Лабиринт в данном случае — больше чем фигура речи: вышеописанной структуре повествования в готической прозе соответствует причудливая, запутанная, олицетворяющая идею загадочности бытия структура пространства, в котором обретаются персонажи. С ранних лет своей истории рассматриваемый жанр постоянно варьирует тему затерянности человека в чужом, непонятном и враждебном мире, и готический замок с его лабиринтоподобной системой многочисленных комнат, коридоров, лестниц и галерей предстает ее зримой архитектурной иллюстрацией, выполняя, таким образом, миромоделирующую функцию. Важнейшие топосы готического романа отмечены печатью ярко выраженной клаустрофобии, они предполагают помещение героев в экстремальные психосоматические состояния стесненности, сдавленности, изоляции и т. п.
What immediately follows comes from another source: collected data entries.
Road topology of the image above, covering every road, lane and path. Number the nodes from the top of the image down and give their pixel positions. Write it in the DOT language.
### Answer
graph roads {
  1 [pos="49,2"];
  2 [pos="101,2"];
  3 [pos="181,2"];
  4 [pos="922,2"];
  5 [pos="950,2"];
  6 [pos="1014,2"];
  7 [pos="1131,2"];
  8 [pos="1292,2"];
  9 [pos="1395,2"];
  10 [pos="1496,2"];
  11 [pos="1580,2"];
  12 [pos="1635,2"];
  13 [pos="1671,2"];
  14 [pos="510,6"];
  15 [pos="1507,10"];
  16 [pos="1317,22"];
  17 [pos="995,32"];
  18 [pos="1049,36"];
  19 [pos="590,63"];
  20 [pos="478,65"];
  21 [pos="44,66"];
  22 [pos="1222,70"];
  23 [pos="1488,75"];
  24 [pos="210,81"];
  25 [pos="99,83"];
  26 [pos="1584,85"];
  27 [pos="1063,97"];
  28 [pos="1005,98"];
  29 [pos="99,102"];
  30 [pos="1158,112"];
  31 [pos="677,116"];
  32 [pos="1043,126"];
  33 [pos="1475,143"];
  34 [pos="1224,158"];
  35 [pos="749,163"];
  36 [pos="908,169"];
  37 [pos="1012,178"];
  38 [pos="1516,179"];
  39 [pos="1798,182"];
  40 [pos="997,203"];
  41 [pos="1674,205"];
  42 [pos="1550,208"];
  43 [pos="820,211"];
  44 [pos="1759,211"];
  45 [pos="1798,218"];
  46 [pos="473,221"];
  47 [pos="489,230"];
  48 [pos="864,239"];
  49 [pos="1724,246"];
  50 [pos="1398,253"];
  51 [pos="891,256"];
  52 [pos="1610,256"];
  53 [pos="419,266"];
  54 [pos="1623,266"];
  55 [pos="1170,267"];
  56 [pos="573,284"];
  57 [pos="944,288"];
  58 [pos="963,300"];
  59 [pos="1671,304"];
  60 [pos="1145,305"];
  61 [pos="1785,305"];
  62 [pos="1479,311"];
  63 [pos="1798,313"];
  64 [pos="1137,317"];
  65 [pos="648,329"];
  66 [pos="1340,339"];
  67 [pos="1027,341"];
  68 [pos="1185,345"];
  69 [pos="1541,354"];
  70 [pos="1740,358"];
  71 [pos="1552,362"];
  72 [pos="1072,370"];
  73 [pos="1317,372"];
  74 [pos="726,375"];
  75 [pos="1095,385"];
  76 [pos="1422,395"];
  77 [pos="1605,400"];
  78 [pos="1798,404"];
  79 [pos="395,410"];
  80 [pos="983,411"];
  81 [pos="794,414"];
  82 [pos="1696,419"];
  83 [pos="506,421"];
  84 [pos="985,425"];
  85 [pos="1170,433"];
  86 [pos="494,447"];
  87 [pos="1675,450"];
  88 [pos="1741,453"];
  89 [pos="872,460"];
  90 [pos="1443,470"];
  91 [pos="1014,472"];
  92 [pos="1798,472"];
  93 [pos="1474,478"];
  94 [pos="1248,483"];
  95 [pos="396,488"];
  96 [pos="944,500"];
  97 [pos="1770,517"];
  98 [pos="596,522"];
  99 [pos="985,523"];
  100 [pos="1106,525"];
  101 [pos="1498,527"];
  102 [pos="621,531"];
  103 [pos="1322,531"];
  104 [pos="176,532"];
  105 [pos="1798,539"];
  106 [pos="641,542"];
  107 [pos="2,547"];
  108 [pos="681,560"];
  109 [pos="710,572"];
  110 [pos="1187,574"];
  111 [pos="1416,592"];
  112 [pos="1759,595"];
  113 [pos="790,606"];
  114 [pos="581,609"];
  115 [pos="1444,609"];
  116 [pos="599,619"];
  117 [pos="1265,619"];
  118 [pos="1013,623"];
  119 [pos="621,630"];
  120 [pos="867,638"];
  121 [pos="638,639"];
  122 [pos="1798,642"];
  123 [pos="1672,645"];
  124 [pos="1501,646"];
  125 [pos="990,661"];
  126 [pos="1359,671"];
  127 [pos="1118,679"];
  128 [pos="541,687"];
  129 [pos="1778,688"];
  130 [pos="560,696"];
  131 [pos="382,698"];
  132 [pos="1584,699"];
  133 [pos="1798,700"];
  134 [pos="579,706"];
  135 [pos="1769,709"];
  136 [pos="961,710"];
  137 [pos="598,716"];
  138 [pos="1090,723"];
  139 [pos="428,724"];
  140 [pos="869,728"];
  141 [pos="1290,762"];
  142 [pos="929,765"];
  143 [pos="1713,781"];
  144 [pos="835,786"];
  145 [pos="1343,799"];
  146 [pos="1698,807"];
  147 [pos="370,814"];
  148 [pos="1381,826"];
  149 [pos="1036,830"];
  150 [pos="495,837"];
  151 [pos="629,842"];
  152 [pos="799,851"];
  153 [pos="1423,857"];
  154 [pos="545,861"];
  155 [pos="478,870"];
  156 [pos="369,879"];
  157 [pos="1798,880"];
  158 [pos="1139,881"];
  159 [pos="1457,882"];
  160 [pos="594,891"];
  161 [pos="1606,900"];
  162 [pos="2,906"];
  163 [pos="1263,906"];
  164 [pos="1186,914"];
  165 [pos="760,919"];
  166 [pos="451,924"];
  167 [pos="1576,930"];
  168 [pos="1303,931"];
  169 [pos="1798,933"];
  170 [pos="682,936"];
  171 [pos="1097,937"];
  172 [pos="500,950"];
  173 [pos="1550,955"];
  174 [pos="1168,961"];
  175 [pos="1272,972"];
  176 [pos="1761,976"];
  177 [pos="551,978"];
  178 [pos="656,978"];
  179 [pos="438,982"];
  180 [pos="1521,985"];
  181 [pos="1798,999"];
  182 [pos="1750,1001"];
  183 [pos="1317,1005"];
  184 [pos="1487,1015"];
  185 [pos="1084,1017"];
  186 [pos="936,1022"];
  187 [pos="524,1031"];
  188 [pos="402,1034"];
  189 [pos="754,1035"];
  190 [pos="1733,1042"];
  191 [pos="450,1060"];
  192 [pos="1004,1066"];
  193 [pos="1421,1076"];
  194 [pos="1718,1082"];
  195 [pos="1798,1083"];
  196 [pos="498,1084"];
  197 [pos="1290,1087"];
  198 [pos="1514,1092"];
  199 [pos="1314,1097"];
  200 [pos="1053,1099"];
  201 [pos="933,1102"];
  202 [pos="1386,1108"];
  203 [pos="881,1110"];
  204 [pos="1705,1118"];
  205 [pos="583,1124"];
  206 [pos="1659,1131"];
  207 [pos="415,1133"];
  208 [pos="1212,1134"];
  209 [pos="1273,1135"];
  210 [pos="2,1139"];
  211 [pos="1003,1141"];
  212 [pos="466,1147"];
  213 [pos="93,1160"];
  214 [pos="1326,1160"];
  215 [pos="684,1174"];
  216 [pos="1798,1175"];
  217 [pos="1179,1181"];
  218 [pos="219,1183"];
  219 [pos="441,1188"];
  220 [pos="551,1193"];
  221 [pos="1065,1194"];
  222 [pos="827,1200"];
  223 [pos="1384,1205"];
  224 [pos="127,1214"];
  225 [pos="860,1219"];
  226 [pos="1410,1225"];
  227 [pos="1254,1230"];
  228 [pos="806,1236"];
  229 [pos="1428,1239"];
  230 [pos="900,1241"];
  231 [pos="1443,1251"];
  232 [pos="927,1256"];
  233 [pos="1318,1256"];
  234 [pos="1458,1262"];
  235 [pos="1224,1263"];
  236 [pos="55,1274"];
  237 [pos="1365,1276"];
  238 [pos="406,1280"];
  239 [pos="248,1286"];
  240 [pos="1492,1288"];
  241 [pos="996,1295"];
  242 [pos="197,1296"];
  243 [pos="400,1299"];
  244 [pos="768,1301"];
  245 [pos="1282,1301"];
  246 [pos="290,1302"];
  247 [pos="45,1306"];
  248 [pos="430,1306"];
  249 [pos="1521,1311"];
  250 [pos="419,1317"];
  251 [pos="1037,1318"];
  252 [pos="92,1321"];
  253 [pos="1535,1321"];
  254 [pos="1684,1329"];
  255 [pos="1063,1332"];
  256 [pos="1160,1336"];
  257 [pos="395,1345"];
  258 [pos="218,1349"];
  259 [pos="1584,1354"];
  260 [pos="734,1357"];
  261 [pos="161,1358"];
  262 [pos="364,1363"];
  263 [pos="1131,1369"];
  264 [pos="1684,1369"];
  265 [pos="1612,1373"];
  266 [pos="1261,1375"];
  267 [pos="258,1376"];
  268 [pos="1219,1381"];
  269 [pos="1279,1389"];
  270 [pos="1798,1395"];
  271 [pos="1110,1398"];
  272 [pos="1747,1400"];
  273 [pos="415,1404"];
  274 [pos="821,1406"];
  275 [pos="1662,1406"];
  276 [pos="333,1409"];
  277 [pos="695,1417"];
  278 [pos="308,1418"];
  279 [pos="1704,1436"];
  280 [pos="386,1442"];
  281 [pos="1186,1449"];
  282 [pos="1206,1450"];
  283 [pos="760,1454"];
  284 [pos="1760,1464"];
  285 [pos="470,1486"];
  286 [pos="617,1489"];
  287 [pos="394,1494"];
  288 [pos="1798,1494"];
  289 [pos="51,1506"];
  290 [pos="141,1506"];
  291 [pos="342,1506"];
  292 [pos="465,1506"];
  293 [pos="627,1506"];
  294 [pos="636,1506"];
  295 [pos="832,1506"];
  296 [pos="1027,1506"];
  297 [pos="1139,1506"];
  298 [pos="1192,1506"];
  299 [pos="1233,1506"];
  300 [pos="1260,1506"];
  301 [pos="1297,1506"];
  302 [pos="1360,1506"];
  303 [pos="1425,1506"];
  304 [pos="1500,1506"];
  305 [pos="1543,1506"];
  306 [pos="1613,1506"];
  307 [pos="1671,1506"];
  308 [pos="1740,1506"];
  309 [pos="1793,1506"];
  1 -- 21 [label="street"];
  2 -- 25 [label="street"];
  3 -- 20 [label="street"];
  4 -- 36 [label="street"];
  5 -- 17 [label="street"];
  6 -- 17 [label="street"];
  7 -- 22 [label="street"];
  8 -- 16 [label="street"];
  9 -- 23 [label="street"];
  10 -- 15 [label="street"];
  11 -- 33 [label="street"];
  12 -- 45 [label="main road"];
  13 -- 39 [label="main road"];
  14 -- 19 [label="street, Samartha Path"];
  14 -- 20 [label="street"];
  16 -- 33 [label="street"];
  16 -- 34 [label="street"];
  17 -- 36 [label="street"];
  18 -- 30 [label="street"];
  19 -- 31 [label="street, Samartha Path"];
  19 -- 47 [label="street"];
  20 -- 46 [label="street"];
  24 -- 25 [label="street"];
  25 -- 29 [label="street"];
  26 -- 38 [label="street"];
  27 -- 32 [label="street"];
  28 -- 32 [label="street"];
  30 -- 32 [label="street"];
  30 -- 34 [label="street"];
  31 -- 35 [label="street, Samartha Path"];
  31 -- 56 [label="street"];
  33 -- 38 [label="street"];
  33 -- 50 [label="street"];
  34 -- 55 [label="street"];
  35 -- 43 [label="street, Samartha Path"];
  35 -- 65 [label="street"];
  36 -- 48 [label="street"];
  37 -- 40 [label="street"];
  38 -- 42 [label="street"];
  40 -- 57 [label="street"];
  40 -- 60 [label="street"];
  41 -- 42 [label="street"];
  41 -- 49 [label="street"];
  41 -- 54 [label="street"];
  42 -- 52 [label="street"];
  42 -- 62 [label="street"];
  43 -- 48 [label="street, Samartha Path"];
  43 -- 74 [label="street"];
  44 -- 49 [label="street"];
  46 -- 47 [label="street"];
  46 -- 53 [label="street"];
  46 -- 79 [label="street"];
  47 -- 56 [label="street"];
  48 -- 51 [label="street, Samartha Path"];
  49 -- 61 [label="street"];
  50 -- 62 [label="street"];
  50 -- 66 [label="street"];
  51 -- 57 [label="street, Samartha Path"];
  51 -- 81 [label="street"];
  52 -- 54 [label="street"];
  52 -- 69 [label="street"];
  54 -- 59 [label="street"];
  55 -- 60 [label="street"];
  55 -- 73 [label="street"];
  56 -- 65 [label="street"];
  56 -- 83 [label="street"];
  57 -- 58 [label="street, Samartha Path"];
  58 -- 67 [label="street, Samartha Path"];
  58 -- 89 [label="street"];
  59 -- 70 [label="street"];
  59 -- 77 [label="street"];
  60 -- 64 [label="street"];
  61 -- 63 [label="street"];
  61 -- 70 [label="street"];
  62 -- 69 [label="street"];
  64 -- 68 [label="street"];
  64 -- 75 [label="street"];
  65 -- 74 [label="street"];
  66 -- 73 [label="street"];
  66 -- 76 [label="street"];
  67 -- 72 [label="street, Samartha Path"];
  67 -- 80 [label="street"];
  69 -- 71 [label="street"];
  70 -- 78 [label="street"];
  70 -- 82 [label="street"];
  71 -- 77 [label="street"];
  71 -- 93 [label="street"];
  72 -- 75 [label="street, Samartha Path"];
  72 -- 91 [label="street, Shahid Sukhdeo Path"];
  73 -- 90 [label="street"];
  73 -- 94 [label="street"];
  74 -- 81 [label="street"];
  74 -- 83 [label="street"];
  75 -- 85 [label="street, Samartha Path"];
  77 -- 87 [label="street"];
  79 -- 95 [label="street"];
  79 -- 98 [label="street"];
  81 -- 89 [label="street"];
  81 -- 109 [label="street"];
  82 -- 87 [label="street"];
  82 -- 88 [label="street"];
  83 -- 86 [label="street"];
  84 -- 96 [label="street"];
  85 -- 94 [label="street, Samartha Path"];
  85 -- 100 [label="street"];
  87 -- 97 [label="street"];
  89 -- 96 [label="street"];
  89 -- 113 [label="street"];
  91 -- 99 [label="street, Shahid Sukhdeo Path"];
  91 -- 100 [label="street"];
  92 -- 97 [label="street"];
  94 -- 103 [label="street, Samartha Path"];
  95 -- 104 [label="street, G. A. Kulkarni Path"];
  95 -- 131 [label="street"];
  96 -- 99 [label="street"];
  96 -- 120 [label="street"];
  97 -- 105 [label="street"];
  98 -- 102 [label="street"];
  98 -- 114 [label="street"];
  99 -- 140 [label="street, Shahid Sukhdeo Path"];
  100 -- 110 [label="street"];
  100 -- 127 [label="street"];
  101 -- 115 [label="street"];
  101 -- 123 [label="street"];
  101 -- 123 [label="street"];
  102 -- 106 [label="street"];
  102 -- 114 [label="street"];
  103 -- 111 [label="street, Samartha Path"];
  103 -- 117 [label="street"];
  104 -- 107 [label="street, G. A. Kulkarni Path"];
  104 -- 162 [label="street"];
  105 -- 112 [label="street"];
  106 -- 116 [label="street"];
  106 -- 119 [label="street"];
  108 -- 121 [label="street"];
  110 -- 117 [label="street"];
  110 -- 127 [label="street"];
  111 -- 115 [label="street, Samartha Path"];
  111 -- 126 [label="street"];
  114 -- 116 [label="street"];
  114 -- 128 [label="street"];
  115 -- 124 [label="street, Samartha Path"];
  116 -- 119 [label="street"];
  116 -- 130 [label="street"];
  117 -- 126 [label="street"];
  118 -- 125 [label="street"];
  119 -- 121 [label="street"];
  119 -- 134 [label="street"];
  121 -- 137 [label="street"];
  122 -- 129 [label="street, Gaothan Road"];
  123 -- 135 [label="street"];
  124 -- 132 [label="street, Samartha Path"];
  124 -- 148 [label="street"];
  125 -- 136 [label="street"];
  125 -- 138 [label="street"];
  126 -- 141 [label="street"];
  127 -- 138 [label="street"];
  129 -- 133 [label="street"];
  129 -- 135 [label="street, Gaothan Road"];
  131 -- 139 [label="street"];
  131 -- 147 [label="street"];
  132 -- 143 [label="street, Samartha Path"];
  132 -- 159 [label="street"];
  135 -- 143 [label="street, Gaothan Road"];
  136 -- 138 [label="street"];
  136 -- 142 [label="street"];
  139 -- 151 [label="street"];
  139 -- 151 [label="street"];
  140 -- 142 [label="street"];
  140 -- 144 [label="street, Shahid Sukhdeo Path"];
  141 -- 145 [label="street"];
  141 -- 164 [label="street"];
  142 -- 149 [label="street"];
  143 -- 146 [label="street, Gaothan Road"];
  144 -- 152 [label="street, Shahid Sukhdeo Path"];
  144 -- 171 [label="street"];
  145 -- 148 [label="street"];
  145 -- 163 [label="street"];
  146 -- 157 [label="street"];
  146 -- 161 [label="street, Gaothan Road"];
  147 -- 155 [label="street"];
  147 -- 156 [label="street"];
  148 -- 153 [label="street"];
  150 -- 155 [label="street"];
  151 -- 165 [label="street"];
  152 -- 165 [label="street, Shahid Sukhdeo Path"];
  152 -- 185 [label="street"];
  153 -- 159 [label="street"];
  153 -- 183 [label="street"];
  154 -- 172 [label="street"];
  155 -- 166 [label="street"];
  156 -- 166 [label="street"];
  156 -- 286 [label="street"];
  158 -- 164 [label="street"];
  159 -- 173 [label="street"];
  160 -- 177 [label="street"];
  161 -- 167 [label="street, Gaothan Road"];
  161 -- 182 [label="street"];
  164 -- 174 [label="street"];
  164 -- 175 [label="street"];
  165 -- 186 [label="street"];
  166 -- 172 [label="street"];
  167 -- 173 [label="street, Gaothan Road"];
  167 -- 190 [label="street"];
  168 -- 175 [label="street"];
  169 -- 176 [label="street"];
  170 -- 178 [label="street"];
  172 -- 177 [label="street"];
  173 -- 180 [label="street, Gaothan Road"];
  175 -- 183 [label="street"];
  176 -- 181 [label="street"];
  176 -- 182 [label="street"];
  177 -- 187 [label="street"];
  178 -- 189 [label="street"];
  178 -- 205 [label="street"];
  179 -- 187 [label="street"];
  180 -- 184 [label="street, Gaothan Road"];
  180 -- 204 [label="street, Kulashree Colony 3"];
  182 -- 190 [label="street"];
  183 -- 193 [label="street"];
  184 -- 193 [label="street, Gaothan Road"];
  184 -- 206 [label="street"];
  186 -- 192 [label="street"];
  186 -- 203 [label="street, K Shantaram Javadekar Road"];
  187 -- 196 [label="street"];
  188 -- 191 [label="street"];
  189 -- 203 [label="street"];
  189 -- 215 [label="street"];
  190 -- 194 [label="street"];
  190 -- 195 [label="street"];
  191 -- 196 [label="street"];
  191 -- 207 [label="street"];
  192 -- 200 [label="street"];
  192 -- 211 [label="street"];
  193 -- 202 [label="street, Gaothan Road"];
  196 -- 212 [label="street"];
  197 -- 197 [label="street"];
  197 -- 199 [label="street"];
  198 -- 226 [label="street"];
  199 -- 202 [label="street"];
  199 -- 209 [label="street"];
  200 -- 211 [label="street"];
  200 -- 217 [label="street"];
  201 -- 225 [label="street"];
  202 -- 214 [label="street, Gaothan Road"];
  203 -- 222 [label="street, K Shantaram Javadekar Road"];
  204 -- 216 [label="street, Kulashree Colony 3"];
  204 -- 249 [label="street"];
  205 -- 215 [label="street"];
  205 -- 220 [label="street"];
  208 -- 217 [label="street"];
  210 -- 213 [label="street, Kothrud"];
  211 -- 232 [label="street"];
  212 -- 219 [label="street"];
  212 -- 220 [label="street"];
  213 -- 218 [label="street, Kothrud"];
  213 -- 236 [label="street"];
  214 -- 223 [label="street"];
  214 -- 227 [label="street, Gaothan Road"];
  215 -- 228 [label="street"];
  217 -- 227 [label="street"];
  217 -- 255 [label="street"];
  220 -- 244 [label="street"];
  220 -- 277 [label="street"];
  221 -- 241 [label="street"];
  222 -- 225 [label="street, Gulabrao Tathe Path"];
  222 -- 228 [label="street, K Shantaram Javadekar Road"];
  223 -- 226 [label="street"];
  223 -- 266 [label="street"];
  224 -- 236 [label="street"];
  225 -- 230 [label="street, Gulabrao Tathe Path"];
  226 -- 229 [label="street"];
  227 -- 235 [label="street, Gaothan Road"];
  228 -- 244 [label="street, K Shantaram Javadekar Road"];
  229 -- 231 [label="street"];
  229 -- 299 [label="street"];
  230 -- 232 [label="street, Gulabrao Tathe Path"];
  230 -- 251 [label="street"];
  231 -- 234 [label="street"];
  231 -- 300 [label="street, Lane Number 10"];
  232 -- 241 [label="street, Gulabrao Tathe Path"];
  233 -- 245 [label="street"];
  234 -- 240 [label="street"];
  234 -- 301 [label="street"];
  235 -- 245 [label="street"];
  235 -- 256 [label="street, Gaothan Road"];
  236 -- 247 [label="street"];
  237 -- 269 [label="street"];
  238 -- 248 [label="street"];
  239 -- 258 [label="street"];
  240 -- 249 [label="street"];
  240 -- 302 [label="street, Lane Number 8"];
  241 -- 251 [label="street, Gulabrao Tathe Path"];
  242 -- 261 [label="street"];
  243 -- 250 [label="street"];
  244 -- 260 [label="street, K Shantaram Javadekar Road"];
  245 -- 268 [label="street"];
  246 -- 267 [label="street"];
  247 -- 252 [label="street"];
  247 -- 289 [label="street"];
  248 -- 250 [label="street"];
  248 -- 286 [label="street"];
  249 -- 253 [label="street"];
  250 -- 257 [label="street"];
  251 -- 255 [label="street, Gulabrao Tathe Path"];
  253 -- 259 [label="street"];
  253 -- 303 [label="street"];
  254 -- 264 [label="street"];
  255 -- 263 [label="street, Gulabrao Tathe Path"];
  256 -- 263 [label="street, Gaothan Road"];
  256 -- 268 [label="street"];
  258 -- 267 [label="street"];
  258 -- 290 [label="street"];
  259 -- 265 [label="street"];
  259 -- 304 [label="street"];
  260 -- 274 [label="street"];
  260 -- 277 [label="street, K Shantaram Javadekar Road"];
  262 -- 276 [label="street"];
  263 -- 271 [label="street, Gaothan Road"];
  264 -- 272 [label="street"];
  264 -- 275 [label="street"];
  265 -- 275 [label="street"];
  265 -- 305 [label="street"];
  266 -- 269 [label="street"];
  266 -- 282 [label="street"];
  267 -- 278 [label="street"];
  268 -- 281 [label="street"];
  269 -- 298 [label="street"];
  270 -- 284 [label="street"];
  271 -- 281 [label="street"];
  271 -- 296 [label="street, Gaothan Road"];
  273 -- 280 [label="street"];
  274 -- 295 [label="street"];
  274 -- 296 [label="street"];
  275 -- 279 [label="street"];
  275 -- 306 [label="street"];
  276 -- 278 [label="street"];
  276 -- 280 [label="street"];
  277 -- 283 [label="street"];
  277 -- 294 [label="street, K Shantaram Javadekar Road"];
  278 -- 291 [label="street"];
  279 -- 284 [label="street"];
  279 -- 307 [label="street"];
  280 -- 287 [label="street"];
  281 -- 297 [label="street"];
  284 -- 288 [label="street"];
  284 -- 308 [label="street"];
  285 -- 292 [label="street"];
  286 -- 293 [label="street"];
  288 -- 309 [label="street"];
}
Это и заточение в подземелье (смыкающееся с мотивом погребения заживо), и блуждание по темным, извилистым, запутанным коридорам в тщетных поисках выхода, и инцест, понимаемый как утрата простора возможностей выбора, как «узость мира»[95], и более общая ситуация навязчивых повторений прошлого в настоящем, обесценивающих ход истории, превращающих ее в череду зловещих уподоблений[96]. Местом рождения этих образно-смысловых парадигм, несомненно, стали интерьеры и окрестности замка Отранто (который на глазах у читателя превращается из горделивого символа аристократической власти, олицетворения надежности и социального порядка в опасное для человека пространство хаоса, обитель потусторонних сил, находящихся вне человеческого понимания и контроля)[97].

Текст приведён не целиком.